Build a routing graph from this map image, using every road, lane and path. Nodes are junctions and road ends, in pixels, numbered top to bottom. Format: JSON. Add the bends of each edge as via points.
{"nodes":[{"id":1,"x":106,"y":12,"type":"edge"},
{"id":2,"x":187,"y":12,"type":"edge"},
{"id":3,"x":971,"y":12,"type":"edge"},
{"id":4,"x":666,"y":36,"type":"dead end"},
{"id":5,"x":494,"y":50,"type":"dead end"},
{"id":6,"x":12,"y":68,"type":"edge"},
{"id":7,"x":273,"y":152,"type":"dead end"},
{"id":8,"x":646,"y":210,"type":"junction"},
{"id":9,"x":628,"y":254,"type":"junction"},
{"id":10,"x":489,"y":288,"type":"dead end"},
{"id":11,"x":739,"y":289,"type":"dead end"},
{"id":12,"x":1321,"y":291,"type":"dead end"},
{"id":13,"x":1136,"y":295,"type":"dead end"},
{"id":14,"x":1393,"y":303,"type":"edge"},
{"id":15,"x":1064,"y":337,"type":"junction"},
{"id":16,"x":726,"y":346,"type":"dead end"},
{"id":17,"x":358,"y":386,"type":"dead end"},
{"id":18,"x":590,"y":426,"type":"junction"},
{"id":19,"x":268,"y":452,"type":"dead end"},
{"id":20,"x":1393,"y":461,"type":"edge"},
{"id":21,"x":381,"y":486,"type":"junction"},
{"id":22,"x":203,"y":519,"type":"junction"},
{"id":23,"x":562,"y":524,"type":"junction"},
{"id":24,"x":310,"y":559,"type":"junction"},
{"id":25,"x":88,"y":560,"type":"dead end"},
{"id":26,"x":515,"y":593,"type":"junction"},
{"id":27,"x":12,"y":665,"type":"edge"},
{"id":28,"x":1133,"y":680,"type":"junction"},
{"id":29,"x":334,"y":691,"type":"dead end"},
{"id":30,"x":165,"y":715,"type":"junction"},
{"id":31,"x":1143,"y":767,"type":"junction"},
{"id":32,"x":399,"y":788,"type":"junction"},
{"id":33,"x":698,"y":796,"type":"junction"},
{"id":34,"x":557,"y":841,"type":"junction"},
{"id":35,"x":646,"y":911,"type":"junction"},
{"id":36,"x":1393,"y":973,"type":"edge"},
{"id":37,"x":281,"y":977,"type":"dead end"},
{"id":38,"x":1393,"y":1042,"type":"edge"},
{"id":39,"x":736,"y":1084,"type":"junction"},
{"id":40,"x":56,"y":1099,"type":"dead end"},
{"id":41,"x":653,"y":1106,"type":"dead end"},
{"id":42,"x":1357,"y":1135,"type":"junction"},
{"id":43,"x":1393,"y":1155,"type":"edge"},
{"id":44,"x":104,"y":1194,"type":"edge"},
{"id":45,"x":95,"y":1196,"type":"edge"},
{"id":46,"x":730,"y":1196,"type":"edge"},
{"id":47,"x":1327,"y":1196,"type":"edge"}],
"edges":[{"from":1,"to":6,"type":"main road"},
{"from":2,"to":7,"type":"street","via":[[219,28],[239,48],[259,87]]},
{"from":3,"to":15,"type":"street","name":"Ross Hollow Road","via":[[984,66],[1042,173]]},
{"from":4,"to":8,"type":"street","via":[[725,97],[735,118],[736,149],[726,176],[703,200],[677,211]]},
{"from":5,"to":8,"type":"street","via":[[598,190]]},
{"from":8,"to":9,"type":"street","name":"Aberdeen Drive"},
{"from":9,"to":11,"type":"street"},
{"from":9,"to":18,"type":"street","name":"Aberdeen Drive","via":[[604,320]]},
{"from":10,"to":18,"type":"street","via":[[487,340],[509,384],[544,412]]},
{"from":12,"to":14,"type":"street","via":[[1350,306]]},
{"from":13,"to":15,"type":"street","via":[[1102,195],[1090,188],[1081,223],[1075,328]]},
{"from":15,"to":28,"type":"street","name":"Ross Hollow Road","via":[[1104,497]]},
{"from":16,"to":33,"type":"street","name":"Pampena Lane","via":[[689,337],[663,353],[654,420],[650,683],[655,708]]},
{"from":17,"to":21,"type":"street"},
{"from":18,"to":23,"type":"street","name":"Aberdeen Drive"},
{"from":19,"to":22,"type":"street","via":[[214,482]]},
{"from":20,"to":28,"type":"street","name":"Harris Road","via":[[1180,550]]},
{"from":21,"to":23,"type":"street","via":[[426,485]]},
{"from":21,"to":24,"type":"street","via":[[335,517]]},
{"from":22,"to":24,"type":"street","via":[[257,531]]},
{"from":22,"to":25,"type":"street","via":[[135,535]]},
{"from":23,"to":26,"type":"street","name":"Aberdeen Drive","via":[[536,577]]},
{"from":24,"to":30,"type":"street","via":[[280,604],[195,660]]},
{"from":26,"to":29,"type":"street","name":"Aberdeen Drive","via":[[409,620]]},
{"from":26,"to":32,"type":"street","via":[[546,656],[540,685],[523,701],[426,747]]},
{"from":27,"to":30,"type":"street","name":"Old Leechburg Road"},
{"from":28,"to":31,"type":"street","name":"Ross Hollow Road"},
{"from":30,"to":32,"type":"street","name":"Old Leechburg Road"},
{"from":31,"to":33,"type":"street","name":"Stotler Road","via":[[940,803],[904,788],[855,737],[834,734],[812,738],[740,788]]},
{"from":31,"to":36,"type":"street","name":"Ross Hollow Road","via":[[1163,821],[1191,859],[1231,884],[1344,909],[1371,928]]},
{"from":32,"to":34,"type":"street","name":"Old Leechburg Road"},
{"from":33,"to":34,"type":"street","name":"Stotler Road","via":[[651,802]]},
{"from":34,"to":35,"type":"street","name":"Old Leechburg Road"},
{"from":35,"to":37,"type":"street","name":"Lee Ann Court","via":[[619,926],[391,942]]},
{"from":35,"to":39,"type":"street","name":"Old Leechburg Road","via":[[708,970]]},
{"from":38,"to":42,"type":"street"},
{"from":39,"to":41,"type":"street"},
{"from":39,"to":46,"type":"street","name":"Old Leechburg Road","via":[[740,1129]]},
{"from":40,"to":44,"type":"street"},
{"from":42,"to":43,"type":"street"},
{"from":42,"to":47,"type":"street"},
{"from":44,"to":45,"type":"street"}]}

_ _ _

• **ABOUT THIS EXERCISE**
Without any alteration, repeat each entry shown above.

• **EXPECTED ANSWER**
Build a routing graph from this map image, using every road, lane and path. Nodes are junctions and road ends, in pixels, numbered top to bottom. Format: JSON. Add the bends of each edge as via points.
{"nodes":[{"id":1,"x":106,"y":12,"type":"edge"},
{"id":2,"x":187,"y":12,"type":"edge"},
{"id":3,"x":971,"y":12,"type":"edge"},
{"id":4,"x":666,"y":36,"type":"dead end"},
{"id":5,"x":494,"y":50,"type":"dead end"},
{"id":6,"x":12,"y":68,"type":"edge"},
{"id":7,"x":273,"y":152,"type":"dead end"},
{"id":8,"x":646,"y":210,"type":"junction"},
{"id":9,"x":628,"y":254,"type":"junction"},
{"id":10,"x":489,"y":288,"type":"dead end"},
{"id":11,"x":739,"y":289,"type":"dead end"},
{"id":12,"x":1321,"y":291,"type":"dead end"},
{"id":13,"x":1136,"y":295,"type":"dead end"},
{"id":14,"x":1393,"y":303,"type":"edge"},
{"id":15,"x":1064,"y":337,"type":"junction"},
{"id":16,"x":726,"y":346,"type":"dead end"},
{"id":17,"x":358,"y":386,"type":"dead end"},
{"id":18,"x":590,"y":426,"type":"junction"},
{"id":19,"x":268,"y":452,"type":"dead end"},
{"id":20,"x":1393,"y":461,"type":"edge"},
{"id":21,"x":381,"y":486,"type":"junction"},
{"id":22,"x":203,"y":519,"type":"junction"},
{"id":23,"x":562,"y":524,"type":"junction"},
{"id":24,"x":310,"y":559,"type":"junction"},
{"id":25,"x":88,"y":560,"type":"dead end"},
{"id":26,"x":515,"y":593,"type":"junction"},
{"id":27,"x":12,"y":665,"type":"edge"},
{"id":28,"x":1133,"y":680,"type":"junction"},
{"id":29,"x":334,"y":691,"type":"dead end"},
{"id":30,"x":165,"y":715,"type":"junction"},
{"id":31,"x":1143,"y":767,"type":"junction"},
{"id":32,"x":399,"y":788,"type":"junction"},
{"id":33,"x":698,"y":796,"type":"junction"},
{"id":34,"x":557,"y":841,"type":"junction"},
{"id":35,"x":646,"y":911,"type":"junction"},
{"id":36,"x":1393,"y":973,"type":"edge"},
{"id":37,"x":281,"y":977,"type":"dead end"},
{"id":38,"x":1393,"y":1042,"type":"edge"},
{"id":39,"x":736,"y":1084,"type":"junction"},
{"id":40,"x":56,"y":1099,"type":"dead end"},
{"id":41,"x":653,"y":1106,"type":"dead end"},
{"id":42,"x":1357,"y":1135,"type":"junction"},
{"id":43,"x":1393,"y":1155,"type":"edge"},
{"id":44,"x":104,"y":1194,"type":"edge"},
{"id":45,"x":95,"y":1196,"type":"edge"},
{"id":46,"x":730,"y":1196,"type":"edge"},
{"id":47,"x":1327,"y":1196,"type":"edge"}],
"edges":[{"from":1,"to":6,"type":"main road"},
{"from":2,"to":7,"type":"street","via":[[219,28],[239,48],[259,87]]},
{"from":3,"to":15,"type":"street","name":"Ross Hollow Road","via":[[984,66],[1042,173]]},
{"from":4,"to":8,"type":"street","via":[[725,97],[735,118],[736,149],[726,176],[703,200],[677,211]]},
{"from":5,"to":8,"type":"street","via":[[598,190]]},
{"from":8,"to":9,"type":"street","name":"Aberdeen Drive"},
{"from":9,"to":11,"type":"street"},
{"from":9,"to":18,"type":"street","name":"Aberdeen Drive","via":[[604,320]]},
{"from":10,"to":18,"type":"street","via":[[487,340],[509,384],[544,412]]},
{"from":12,"to":14,"type":"street","via":[[1350,306]]},
{"from":13,"to":15,"type":"street","via":[[1102,195],[1090,188],[1081,223],[1075,328]]},
{"from":15,"to":28,"type":"street","name":"Ross Hollow Road","via":[[1104,497]]},
{"from":16,"to":33,"type":"street","name":"Pampena Lane","via":[[689,337],[663,353],[654,420],[650,683],[655,708]]},
{"from":17,"to":21,"type":"street"},
{"from":18,"to":23,"type":"street","name":"Aberdeen Drive"},
{"from":19,"to":22,"type":"street","via":[[214,482]]},
{"from":20,"to":28,"type":"street","name":"Harris Road","via":[[1180,550]]},
{"from":21,"to":23,"type":"street","via":[[426,485]]},
{"from":21,"to":24,"type":"street","via":[[335,517]]},
{"from":22,"to":24,"type":"street","via":[[257,531]]},
{"from":22,"to":25,"type":"street","via":[[135,535]]},
{"from":23,"to":26,"type":"street","name":"Aberdeen Drive","via":[[536,577]]},
{"from":24,"to":30,"type":"street","via":[[280,604],[195,660]]},
{"from":26,"to":29,"type":"street","name":"Aberdeen Drive","via":[[409,620]]},
{"from":26,"to":32,"type":"street","via":[[546,656],[540,685],[523,701],[426,747]]},
{"from":27,"to":30,"type":"street","name":"Old Leechburg Road"},
{"from":28,"to":31,"type":"street","name":"Ross Hollow Road"},
{"from":30,"to":32,"type":"street","name":"Old Leechburg Road"},
{"from":31,"to":33,"type":"street","name":"Stotler Road","via":[[940,803],[904,788],[855,737],[834,734],[812,738],[740,788]]},
{"from":31,"to":36,"type":"street","name":"Ross Hollow Road","via":[[1163,821],[1191,859],[1231,884],[1344,909],[1371,928]]},
{"from":32,"to":34,"type":"street","name":"Old Leechburg Road"},
{"from":33,"to":34,"type":"street","name":"Stotler Road","via":[[651,802]]},
{"from":34,"to":35,"type":"street","name":"Old Leechburg Road"},
{"from":35,"to":37,"type":"street","name":"Lee Ann Court","via":[[619,926],[391,942]]},
{"from":35,"to":39,"type":"street","name":"Old Leechburg Road","via":[[708,970]]},
{"from":38,"to":42,"type":"street"},
{"from":39,"to":41,"type":"street"},
{"from":39,"to":46,"type":"street","name":"Old Leechburg Road","via":[[740,1129]]},
{"from":40,"to":44,"type":"street"},
{"from":42,"to":43,"type":"street"},
{"from":42,"to":47,"type":"street"},
{"from":44,"to":45,"type":"street"}]}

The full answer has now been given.